In my previous posts on architectural debt, I focused on the engineering side. This post focuses more on the management side, or the organisational “gearing” factors that prevent systematic technical debt reduction. You don’t have to know what distributed system architecture debt is to get any value out of this post, but if you want to know more, read this post first.
When you reduce architectural debt, you are not doing a simple down payment with a currency like dollars. You need to do the right thing technically given your future plans. If not, you add to the debt, not reduce it. Or, you can also end up wasting time on reducing debt that you could live with. So, you need three things to do debt reduction: a target for where you need to go (based on your business objectives), a plan for how to get there, and the ability to stay the course, while also adjusting both target and plan as you go.

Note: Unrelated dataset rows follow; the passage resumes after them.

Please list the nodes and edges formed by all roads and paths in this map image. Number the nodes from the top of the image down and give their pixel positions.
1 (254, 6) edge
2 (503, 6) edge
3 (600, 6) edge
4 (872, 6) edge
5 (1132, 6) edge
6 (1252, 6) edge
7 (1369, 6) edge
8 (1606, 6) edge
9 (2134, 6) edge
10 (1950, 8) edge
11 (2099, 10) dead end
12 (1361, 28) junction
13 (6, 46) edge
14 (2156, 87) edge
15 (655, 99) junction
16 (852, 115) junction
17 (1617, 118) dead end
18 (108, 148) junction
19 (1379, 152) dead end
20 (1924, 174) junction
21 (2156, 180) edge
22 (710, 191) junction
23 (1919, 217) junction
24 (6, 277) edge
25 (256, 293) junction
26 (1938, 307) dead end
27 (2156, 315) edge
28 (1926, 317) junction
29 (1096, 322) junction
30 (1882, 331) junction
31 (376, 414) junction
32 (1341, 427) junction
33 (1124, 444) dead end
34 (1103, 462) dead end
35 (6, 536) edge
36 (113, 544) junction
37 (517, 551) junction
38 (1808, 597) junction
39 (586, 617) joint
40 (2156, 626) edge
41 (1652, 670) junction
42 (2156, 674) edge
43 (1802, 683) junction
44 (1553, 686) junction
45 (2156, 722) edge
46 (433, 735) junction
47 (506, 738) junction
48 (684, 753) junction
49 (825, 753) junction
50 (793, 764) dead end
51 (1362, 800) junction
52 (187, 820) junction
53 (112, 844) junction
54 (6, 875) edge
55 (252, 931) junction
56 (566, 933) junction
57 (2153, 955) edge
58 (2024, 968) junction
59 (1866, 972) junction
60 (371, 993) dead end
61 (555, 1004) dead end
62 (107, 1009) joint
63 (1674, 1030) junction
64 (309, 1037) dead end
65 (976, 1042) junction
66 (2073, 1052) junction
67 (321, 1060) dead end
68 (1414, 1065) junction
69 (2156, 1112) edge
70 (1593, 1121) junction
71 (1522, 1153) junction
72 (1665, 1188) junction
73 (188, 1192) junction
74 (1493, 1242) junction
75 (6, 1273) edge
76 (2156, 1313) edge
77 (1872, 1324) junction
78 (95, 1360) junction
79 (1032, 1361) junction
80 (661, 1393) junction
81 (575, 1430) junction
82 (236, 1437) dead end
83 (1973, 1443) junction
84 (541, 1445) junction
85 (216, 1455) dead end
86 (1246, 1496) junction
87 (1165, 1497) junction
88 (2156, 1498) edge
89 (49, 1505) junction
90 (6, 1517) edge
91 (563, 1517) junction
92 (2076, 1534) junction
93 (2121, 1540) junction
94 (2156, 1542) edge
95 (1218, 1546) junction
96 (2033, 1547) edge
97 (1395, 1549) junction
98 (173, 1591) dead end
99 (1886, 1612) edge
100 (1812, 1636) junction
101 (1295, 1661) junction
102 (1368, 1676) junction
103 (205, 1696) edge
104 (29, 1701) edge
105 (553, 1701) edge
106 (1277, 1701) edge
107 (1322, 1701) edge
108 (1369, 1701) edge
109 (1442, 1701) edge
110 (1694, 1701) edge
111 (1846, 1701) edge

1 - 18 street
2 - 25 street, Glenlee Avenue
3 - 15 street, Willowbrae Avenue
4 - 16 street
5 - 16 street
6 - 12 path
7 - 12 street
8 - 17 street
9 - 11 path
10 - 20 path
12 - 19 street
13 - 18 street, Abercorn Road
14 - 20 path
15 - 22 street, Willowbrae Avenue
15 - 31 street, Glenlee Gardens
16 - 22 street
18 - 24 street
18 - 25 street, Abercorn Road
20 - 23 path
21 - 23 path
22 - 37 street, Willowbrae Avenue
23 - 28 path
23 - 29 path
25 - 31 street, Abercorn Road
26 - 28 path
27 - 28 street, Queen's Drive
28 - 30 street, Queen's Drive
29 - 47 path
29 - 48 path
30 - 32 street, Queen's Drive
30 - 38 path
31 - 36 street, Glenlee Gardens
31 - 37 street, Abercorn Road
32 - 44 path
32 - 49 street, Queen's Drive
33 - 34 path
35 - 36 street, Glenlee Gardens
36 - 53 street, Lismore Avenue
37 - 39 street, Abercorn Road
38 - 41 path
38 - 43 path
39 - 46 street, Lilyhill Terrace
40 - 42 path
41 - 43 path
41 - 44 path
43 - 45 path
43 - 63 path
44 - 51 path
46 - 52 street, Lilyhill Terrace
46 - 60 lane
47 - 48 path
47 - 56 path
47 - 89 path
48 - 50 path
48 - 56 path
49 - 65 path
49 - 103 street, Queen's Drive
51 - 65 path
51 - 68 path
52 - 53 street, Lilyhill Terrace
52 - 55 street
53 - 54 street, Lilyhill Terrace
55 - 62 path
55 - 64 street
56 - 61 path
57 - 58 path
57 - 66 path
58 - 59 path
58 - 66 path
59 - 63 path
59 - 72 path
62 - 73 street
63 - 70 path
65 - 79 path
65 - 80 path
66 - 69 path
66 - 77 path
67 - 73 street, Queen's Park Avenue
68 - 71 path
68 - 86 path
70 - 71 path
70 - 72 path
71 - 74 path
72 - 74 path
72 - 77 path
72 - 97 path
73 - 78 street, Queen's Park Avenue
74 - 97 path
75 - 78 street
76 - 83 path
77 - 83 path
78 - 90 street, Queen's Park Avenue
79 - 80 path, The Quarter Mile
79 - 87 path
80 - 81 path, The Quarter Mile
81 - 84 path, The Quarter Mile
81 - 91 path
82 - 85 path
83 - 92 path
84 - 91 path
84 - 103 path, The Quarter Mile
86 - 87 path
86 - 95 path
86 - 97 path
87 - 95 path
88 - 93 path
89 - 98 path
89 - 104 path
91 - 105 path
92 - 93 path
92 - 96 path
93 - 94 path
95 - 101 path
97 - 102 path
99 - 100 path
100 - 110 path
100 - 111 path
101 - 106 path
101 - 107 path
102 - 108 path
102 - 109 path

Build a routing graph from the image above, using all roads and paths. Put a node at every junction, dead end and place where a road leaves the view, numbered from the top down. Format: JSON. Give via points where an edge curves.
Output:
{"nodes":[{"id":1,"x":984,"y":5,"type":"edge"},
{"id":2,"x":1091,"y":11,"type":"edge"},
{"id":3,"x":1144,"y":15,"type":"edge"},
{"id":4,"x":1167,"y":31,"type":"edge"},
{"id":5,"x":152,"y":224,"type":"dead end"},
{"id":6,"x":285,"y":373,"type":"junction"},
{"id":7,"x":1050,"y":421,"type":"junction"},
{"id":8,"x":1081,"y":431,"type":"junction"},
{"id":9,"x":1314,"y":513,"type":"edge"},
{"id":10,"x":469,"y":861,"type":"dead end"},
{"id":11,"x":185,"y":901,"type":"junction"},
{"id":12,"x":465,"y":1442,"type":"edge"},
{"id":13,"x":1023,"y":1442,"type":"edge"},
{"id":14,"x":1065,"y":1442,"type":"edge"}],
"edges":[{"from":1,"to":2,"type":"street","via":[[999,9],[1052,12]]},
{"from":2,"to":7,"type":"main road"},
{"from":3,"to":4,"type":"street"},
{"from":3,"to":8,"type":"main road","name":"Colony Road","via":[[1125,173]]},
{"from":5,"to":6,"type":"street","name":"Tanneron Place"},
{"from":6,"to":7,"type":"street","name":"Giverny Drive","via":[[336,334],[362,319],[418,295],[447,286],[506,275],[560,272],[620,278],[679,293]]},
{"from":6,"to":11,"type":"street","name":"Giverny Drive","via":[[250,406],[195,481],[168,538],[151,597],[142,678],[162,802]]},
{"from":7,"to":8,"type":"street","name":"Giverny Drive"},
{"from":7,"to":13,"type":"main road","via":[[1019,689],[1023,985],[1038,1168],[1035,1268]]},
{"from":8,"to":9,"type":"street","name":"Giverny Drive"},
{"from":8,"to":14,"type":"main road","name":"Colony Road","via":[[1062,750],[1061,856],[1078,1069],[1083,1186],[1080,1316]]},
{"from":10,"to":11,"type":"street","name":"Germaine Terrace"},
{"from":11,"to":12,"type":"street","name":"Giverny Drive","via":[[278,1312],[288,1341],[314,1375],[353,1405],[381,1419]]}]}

In my experience, there is no lack of good ideas for where you need to go architecturally. This can be in the form of short-term refactoring, an architectural model (borrowed or built), or longer-term standardisation work. The key problem is that the fundamental nature of distributed system architecture debt is that you can rarely fix anything through a quick-fix. You need a plan for how to evolve the architecture over multiple iterations, releases, and possibly over years. The more steps you need to execute, the more resilient to change you have to make the target architecture and the plan, because things change all the time, you have to adjust to achieve what you set out to do, and you will thus never end up where you thought you would be.
Let’s have a look at the typical steps you go through:
- Identify key business objectives
- Set long-term architectural targets that allow execution towards objectives
- Make a stepwise plan for how to get to the targets (both transitioning for old products and a prioritised backlog for new)
- Operationalise the plan with details on step 1 of the plan, and do feasibility validation of step 2, maybe also step 3
- Execute step 1
- Adjust target and plan for changes by starting at the top of this list…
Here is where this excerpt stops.